Description of the task: Search the material and gather each line with "Luchspergergasse" in it.

|---|

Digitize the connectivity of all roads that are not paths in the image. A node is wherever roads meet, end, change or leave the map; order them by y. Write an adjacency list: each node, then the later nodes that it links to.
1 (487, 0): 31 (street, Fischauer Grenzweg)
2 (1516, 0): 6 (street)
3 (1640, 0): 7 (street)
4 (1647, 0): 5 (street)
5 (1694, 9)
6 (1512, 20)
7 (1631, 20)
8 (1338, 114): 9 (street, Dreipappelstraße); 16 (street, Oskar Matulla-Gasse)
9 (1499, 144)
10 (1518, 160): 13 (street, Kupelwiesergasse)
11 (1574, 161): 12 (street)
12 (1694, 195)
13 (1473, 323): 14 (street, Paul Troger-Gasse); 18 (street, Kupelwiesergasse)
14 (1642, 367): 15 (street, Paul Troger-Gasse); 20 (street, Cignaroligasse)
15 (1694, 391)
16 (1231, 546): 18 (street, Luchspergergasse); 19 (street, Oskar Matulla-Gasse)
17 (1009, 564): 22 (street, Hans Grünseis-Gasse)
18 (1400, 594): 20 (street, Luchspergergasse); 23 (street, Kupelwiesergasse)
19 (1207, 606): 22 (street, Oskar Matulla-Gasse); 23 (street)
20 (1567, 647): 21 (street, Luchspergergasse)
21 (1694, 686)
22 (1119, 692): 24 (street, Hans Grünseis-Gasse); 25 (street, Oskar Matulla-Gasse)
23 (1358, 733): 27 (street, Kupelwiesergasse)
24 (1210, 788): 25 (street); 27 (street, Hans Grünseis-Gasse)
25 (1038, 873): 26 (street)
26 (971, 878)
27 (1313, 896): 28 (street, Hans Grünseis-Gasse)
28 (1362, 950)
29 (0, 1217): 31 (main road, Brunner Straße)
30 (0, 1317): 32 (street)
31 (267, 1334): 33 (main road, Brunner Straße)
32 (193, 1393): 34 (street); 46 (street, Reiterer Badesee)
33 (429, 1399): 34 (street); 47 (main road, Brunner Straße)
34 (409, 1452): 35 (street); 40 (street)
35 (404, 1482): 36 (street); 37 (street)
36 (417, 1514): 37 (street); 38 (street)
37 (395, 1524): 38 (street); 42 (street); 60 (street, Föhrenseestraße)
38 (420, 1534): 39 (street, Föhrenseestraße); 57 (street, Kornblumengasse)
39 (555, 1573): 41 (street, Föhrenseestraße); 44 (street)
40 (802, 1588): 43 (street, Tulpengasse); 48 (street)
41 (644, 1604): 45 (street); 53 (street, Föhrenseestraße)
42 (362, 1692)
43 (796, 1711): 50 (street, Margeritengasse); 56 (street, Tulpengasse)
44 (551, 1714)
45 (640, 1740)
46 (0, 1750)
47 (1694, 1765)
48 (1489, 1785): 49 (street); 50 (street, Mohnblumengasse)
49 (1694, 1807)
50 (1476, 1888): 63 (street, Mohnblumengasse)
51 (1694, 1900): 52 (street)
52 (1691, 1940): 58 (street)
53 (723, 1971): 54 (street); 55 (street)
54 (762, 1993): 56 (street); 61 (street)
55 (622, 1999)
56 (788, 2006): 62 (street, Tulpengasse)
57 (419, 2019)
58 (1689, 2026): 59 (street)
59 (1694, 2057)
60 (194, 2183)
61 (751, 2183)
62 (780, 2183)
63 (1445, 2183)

|---|

Solution for this problem:
16 (1231, 546): 18 (street, Luchspergergasse); 19 (street, Oskar Matulla-Gasse)
18 (1400, 594): 20 (street, Luchspergergasse); 23 (street, Kupelwiesergasse)
20 (1567, 647): 21 (street, Luchspergergasse)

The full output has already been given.